→ TO DO: Lines where the string "nodes" appears are to be copied from the entries below.

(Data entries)
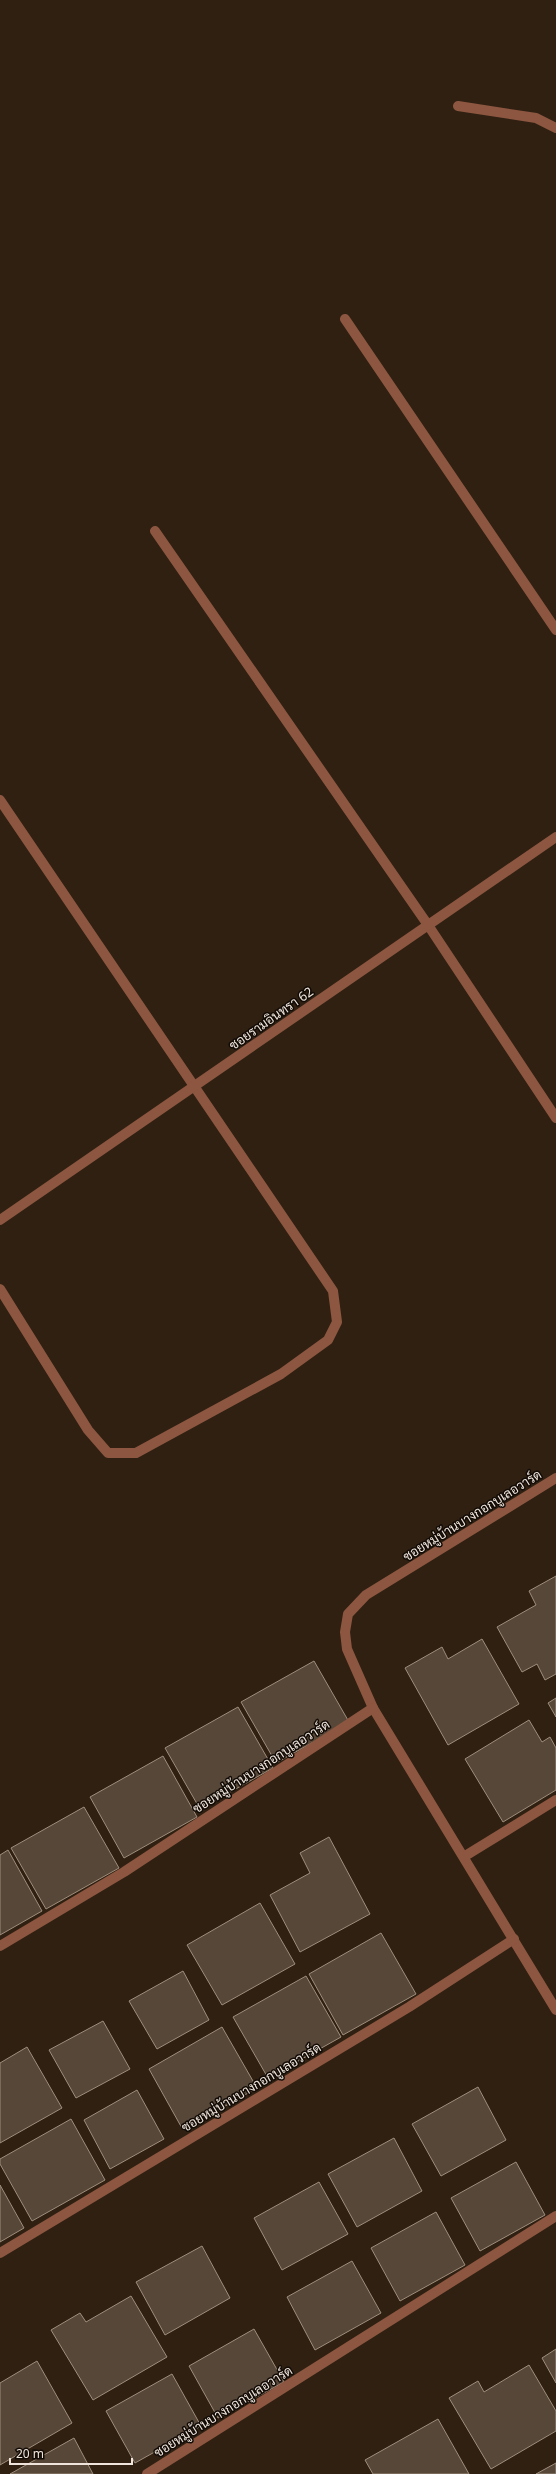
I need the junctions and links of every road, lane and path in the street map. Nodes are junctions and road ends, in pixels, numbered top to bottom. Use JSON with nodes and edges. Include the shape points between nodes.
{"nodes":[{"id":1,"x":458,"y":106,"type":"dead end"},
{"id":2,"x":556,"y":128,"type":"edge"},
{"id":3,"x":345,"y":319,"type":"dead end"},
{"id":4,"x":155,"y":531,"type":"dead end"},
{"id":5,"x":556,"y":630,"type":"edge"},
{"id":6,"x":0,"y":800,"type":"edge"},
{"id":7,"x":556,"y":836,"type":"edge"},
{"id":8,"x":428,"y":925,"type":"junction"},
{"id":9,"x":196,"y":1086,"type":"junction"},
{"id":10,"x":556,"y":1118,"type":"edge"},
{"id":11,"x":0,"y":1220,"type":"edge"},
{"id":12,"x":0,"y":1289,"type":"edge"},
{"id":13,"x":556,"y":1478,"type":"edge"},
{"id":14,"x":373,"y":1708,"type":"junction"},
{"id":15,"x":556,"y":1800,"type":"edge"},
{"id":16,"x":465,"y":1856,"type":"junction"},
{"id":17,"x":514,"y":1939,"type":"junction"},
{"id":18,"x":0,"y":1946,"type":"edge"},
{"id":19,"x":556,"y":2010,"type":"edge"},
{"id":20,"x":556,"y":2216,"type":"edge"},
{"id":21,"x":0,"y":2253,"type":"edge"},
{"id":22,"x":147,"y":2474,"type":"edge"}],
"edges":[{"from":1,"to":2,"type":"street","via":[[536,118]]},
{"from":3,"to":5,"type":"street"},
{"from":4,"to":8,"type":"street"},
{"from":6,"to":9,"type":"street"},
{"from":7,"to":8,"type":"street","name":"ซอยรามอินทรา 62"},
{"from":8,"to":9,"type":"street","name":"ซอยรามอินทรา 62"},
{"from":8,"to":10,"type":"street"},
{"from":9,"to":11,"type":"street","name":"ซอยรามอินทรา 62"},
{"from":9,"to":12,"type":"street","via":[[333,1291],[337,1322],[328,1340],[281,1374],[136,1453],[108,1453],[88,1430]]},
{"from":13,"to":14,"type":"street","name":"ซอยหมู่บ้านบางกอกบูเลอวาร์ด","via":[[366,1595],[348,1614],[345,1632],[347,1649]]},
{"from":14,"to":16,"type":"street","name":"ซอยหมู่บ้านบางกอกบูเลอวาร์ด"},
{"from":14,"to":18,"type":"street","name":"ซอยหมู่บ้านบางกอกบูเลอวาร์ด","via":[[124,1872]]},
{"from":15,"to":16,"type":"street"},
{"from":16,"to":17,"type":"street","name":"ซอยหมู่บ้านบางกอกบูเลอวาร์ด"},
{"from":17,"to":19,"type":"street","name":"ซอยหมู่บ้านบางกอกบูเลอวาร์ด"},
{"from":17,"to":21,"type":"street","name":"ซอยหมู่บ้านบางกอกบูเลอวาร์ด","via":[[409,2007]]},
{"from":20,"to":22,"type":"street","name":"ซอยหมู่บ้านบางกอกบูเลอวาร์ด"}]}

→ WRITTEN ANSWER:
I need the junctions and links of every road, lane and path in the street map. Nodes are junctions and road ends, in pixels, numbered top to bottom. Use JSON with nodes and edges. Include the shape points between nodes.
{"nodes":[{"id":1,"x":458,"y":106,"type":"dead end"},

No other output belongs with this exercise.